-- Exercise data follows --
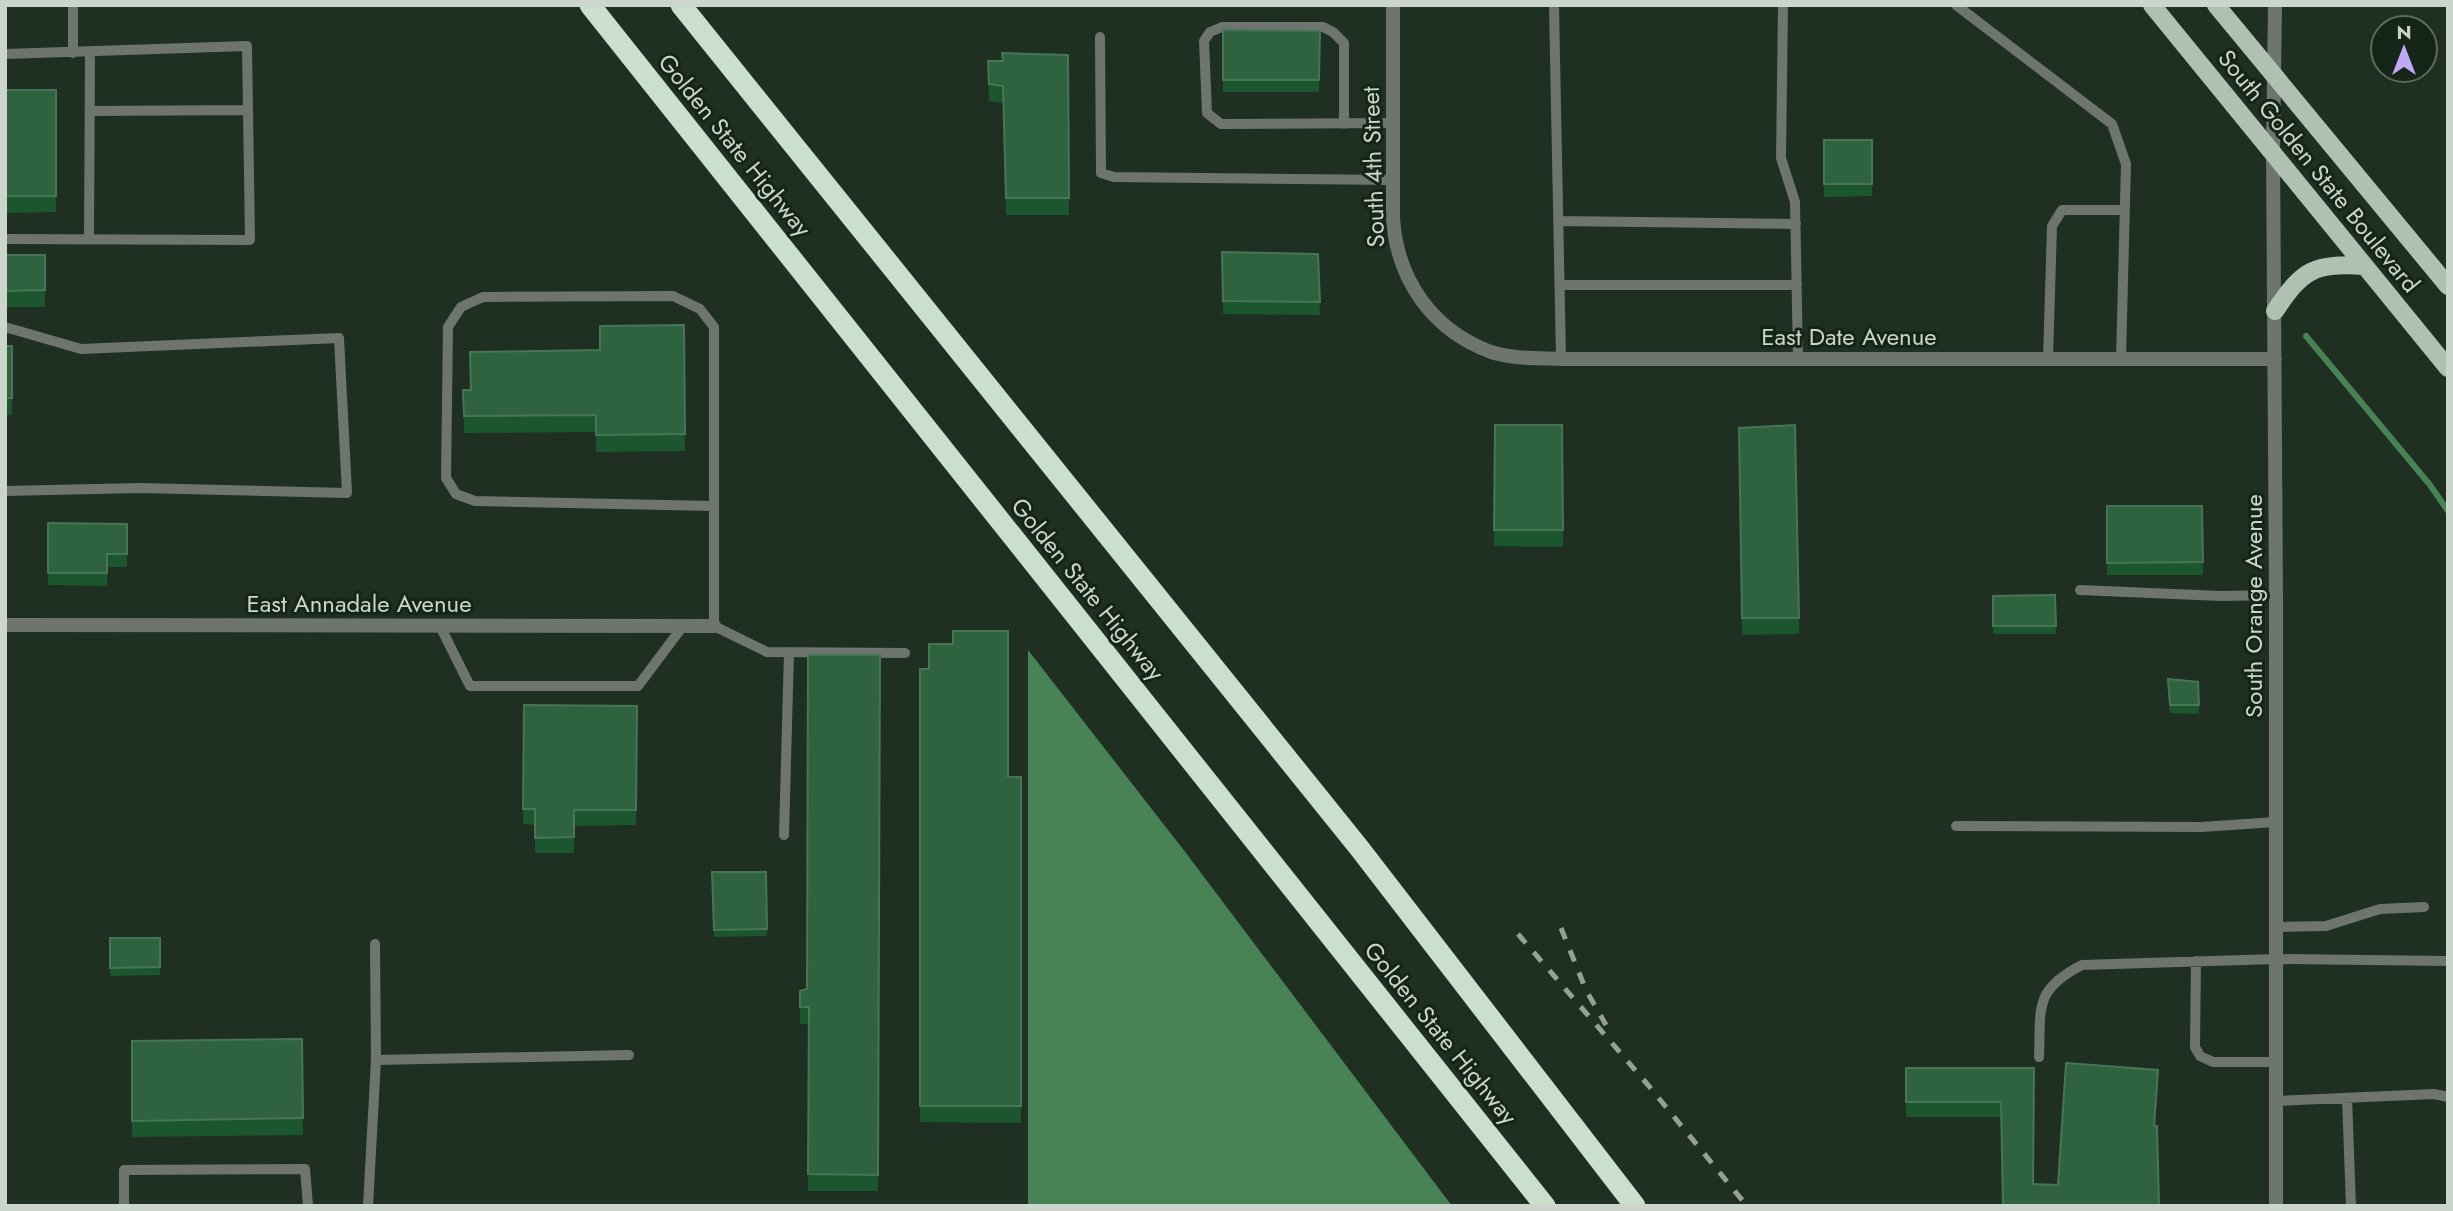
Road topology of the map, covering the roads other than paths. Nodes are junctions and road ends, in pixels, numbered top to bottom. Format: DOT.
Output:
graph roads {
  1 [pos="73,5"];
  2 [pos="590,5"];
  3 [pos="681,5"];
  4 [pos="1393,5"];
  5 [pos="1554,5"];
  6 [pos="1783,5"];
  7 [pos="1956,5"];
  8 [pos="2152,5"];
  9 [pos="2216,5"];
  10 [pos="2276,5"];
  11 [pos="1100,37"];
  12 [pos="90,52"];
  13 [pos="73,53"];
  14 [pos="5,54"];
  15 [pos="2275,79"];
  16 [pos="248,110"];
  17 [pos="90,111"];
  18 [pos="1393,123"];
  19 [pos="1344,124"];
  20 [pos="2273,152"];
  21 [pos="1393,180"];
  22 [pos="2125,210"];
  23 [pos="1558,221"];
  24 [pos="1796,224"];
  25 [pos="5,239"];
  26 [pos="89,239"];
  27 [pos="2365,266"];
  28 [pos="1560,285"];
  29 [pos="1797,285"];
  30 [pos="2448,286"];
  31 [pos="2275,311"];
  32 [pos="1434,317"];
  33 [pos="5,327"];
  34 [pos="1560,359"];
  35 [pos="1798,359"];
  36 [pos="2048,359"];
  37 [pos="2121,359"];
  38 [pos="2275,359"];
  39 [pos="2448,368"];
  40 [pos="5,491"];
  41 [pos="714,506"];
  42 [pos="2080,590"];
  43 [pos="2276,595"];
  44 [pos="5,625"];
  45 [pos="440,626"];
  46 [pos="683,626"];
  47 [pos="714,626"];
  48 [pos="789,652"];
  49 [pos="905,653"];
  50 [pos="2276,822"];
  51 [pos="1956,826"];
  52 [pos="784,835"];
  53 [pos="2424,908"];
  54 [pos="2276,927"];
  55 [pos="375,944"];
  56 [pos="2276,959"];
  57 [pos="2196,961"];
  58 [pos="2448,961"];
  59 [pos="629,1055"];
  60 [pos="2039,1057"];
  61 [pos="376,1060"];
  62 [pos="2276,1062"];
  63 [pos="2448,1097"];
  64 [pos="2347,1098"];
  65 [pos="2276,1101"];
  66 [pos="124,1206"];
  67 [pos="308,1206"];
  68 [pos="368,1206"];
  69 [pos="1545,1206"];
  70 [pos="1635,1206"];
  71 [pos="2276,1206"];
  72 [pos="2351,1206"];
  1 -- 13 [label="lane"];
  2 -- 69 [label="highway, Golden State Highway"];
  3 -- 70 [label="highway, Golden State Highway"];
  4 -- 18 [label="street, South 4th Street"];
  5 -- 23 [label="lane"];
  6 -- 24 [label="lane"];
  7 -- 22 [label="lane"];
  8 -- 20 [label="main road, South Golden State Boulevard"];
  9 -- 15 [label="main road, South Golden State Boulevard"];
  10 -- 15 [label="street, South Orange Avenue"];
  11 -- 21 [label="lane"];
  12 -- 13 [label="lane"];
  12 -- 16 [label="lane"];
  12 -- 17 [label="lane"];
  13 -- 14 [label="lane"];
  15 -- 20 [label="street, South Orange Avenue"];
  15 -- 30 [label="main road, South Golden State Boulevard"];
  16 -- 17 [label="lane"];
  16 -- 26 [label="lane"];
  17 -- 26 [label="lane"];
  18 -- 19 [label="lane"];
  18 -- 21 [label="street, South 4th Street"];
  19 -- 19 [label="lane"];
  20 -- 27 [label="main road, South Golden State Boulevard"];
  20 -- 31 [label="street, South Orange Avenue"];
  21 -- 32 [label="street, South 4th Street"];
  22 -- 36 [label="lane"];
  22 -- 37 [label="lane"];
  23 -- 24 [label="lane"];
  23 -- 28 [label="lane"];
  24 -- 29 [label="lane"];
  25 -- 26 [label="lane"];
  27 -- 31 [label="main road"];
  27 -- 39 [label="main road, South Golden State Boulevard"];
  28 -- 29 [label="lane"];
  28 -- 34 [label="lane"];
  29 -- 35 [label="lane"];
  31 -- 38 [label="street, South Orange Avenue"];
  32 -- 34 [label="street, East Date Avenue"];
  33 -- 40 [label="lane"];
  34 -- 35 [label="street, East Date Avenue"];
  35 -- 36 [label="street, East Date Avenue"];
  36 -- 37 [label="street, East Date Avenue"];
  37 -- 38 [label="street, East Date Avenue"];
  38 -- 43 [label="street, South Orange Avenue"];
  41 -- 41 [label="lane"];
  41 -- 47 [label="lane"];
  42 -- 43 [label="lane"];
  43 -- 50 [label="street, South Orange Avenue"];
  44 -- 45 [label="street, East Annadale Avenue"];
  45 -- 46 [label="street, East Annadale Avenue"];
  45 -- 46 [label="lane"];
  46 -- 47 [label="street, East Annadale Avenue"];
  47 -- 48 [label="lane"];
  48 -- 49 [label="lane"];
  48 -- 52 [label="lane"];
  50 -- 51 [label="lane"];
  50 -- 54 [label="street, South Orange Avenue"];
  53 -- 54 [label="lane"];
  54 -- 56 [label="street, South Orange Avenue"];
  55 -- 61 [label="lane"];
  56 -- 57 [label="lane"];
  56 -- 58 [label="lane"];
  56 -- 62 [label="street, South Orange Avenue"];
  57 -- 60 [label="lane"];
  57 -- 62 [label="lane"];
  59 -- 61 [label="lane"];
  61 -- 68 [label="lane"];
  62 -- 65 [label="street, South Orange Avenue"];
  63 -- 64 [label="lane"];
  64 -- 65 [label="lane"];
  64 -- 72 [label="lane"];
  65 -- 71 [label="street, South Orange Avenue"];
  66 -- 67 [label="lane"];
}
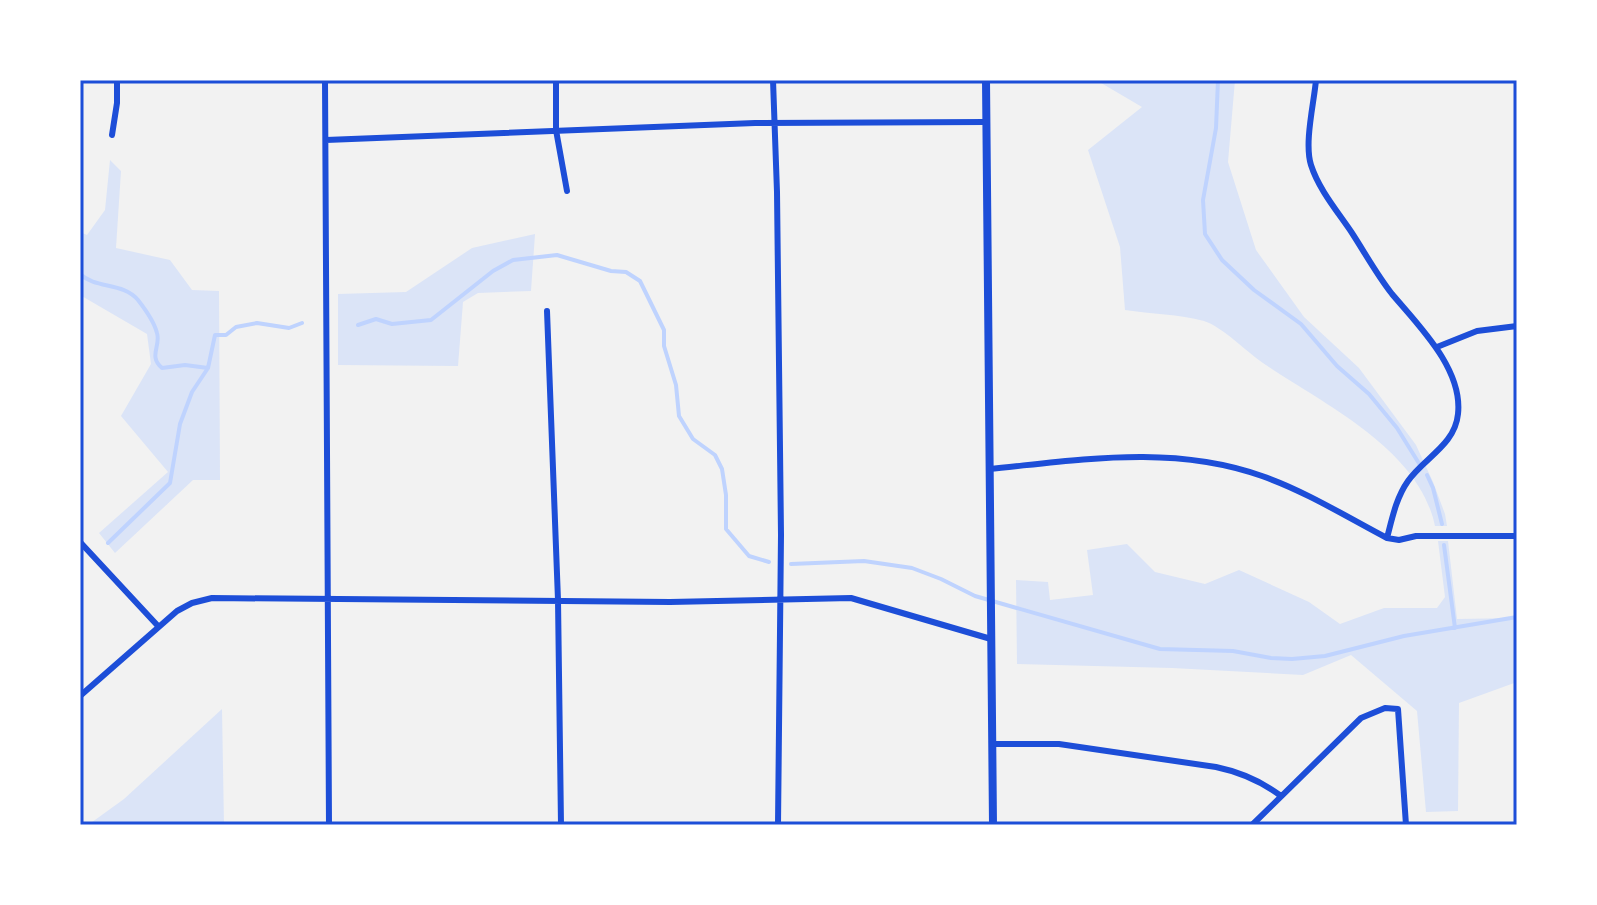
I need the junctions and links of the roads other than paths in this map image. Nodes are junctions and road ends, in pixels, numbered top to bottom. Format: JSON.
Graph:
{"nodes":[{"id":1,"x":117,"y":80,"type":"edge"},
{"id":2,"x":325,"y":80,"type":"edge"},
{"id":3,"x":556,"y":80,"type":"edge"},
{"id":4,"x":773,"y":80,"type":"edge"},
{"id":5,"x":986,"y":80,"type":"edge"},
{"id":6,"x":1316,"y":80,"type":"edge"},
{"id":7,"x":986,"y":122,"type":"junction"},
{"id":8,"x":774,"y":124,"type":"junction"},
{"id":9,"x":556,"y":130,"type":"junction"},
{"id":10,"x":112,"y":135,"type":"dead end"},
{"id":11,"x":326,"y":140,"type":"junction"},
{"id":12,"x":567,"y":191,"type":"dead end"},
{"id":13,"x":547,"y":311,"type":"dead end"},
{"id":14,"x":1517,"y":326,"type":"edge"},
{"id":15,"x":1437,"y":347,"type":"junction"},
{"id":16,"x":989,"y":469,"type":"junction"},
{"id":17,"x":1517,"y":536,"type":"edge"},
{"id":18,"x":1387,"y":538,"type":"junction"},
{"id":19,"x":80,"y":542,"type":"edge"},
{"id":20,"x":779,"y":598,"type":"junction"},
{"id":21,"x":328,"y":599,"type":"junction"},
{"id":22,"x":558,"y":600,"type":"junction"},
{"id":23,"x":158,"y":626,"type":"junction"},
{"id":24,"x":991,"y":639,"type":"junction"},
{"id":25,"x":80,"y":696,"type":"edge"},
{"id":26,"x":992,"y":744,"type":"junction"},
{"id":27,"x":1281,"y":796,"type":"junction"},
{"id":28,"x":329,"y":825,"type":"edge"},
{"id":29,"x":561,"y":825,"type":"edge"},
{"id":30,"x":778,"y":825,"type":"edge"},
{"id":31,"x":993,"y":825,"type":"edge"},
{"id":32,"x":1252,"y":825,"type":"edge"},
{"id":33,"x":1406,"y":825,"type":"edge"}],
"edges":[{"from":1,"to":10,"type":"street"},
{"from":2,"to":11,"type":"street"},
{"from":3,"to":9,"type":"street"},
{"from":4,"to":8,"type":"street"},
{"from":5,"to":7,"type":"street"},
{"from":6,"to":15,"type":"street"},
{"from":7,"to":8,"type":"street"},
{"from":7,"to":16,"type":"street"},
{"from":8,"to":9,"type":"street"},
{"from":8,"to":20,"type":"street"},
{"from":9,"to":11,"type":"street"},
{"from":9,"to":12,"type":"street"},
{"from":11,"to":21,"type":"street"},
{"from":13,"to":22,"type":"street"},
{"from":14,"to":15,"type":"street"},
{"from":15,"to":18,"type":"street"},
{"from":16,"to":18,"type":"street"},
{"from":16,"to":24,"type":"street"},
{"from":17,"to":18,"type":"street"},
{"from":19,"to":23,"type":"street"},
{"from":20,"to":22,"type":"street"},
{"from":20,"to":24,"type":"street"},
{"from":20,"to":30,"type":"street"},
{"from":21,"to":22,"type":"street"},
{"from":21,"to":23,"type":"street"},
{"from":21,"to":28,"type":"street"},
{"from":22,"to":29,"type":"street"},
{"from":23,"to":25,"type":"street"},
{"from":24,"to":26,"type":"street"},
{"from":26,"to":27,"type":"street"},
{"from":26,"to":31,"type":"street"},
{"from":27,"to":32,"type":"street"},
{"from":27,"to":33,"type":"street"}]}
-- Exercise data concluded --
• **Problem statement**:
I would like you to report every line in the listing above that contains "bottom".

• **Answer for this exercise**:
Road topology of the map, covering the roads other than paths. Nodes are junctions and road ends, in pixels, numbered top to bottom. Format: DOT.
I need the junctions and links of the roads other than paths in this map image. Nodes are junctions and road ends, in pixels, numbered top to bottom. Format: JSON.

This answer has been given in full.